## Work item
Within the listing below, show every line that contains the word "Raya".

## Data section

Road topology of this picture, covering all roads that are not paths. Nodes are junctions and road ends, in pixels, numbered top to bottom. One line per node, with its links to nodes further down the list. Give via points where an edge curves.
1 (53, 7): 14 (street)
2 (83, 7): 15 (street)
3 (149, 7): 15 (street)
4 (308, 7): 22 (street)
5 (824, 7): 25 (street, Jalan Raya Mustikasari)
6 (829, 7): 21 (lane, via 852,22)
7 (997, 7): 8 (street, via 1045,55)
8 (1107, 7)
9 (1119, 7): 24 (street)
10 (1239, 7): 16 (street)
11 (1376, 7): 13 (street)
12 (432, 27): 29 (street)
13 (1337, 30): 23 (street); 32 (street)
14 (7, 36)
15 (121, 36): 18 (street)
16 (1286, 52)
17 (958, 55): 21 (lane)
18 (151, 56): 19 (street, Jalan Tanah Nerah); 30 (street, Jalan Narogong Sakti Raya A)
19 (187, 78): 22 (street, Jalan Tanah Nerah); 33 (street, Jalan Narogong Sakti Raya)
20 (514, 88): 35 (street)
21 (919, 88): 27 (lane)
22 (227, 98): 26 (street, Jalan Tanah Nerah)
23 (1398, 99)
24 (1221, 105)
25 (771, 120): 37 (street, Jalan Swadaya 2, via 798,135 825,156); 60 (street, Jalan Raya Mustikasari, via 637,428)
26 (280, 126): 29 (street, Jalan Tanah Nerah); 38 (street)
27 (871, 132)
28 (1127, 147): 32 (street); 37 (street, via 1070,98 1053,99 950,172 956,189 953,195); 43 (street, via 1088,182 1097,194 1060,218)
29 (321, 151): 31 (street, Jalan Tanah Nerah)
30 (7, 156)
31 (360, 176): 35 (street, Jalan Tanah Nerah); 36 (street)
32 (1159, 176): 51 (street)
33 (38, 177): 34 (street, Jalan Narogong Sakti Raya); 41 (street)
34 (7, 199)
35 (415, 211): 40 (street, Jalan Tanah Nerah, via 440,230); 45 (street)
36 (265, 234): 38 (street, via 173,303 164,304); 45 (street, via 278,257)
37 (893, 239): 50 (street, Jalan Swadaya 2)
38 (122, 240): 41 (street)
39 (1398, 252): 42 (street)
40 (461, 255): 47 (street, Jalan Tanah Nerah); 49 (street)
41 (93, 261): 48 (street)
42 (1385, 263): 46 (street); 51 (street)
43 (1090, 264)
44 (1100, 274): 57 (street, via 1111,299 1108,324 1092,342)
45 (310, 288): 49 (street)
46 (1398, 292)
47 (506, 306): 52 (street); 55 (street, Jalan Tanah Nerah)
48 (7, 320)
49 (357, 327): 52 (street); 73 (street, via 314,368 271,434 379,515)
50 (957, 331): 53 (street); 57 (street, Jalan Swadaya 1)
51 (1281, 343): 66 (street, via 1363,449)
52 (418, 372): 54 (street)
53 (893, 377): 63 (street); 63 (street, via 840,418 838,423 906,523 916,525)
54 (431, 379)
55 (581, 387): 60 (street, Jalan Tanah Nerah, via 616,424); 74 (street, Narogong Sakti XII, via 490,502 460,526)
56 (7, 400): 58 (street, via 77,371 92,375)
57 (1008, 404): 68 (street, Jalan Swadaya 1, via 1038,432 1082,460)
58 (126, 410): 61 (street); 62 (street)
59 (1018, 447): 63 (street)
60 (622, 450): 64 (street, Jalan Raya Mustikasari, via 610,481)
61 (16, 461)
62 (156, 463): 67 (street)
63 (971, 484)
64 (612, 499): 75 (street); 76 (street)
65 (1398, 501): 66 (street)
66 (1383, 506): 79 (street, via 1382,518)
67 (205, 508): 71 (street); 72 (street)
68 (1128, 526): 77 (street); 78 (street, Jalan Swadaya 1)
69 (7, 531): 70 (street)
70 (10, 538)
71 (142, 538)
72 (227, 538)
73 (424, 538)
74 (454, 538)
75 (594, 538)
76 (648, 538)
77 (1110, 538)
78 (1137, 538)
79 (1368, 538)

## Result of this task
5 (824, 7): 25 (street, Jalan Raya Mustikasari)
18 (151, 56): 19 (street, Jalan Tanah Nerah); 30 (street, Jalan Narogong Sakti Raya A)
19 (187, 78): 22 (street, Jalan Tanah Nerah); 33 (street, Jalan Narogong Sakti Raya)
25 (771, 120): 37 (street, Jalan Swadaya 2, via 798,135 825,156); 60 (street, Jalan Raya Mustikasari, via 637,428)
33 (38, 177): 34 (street, Jalan Narogong Sakti Raya); 41 (street)
60 (622, 450): 64 (street, Jalan Raya Mustikasari, via 610,481)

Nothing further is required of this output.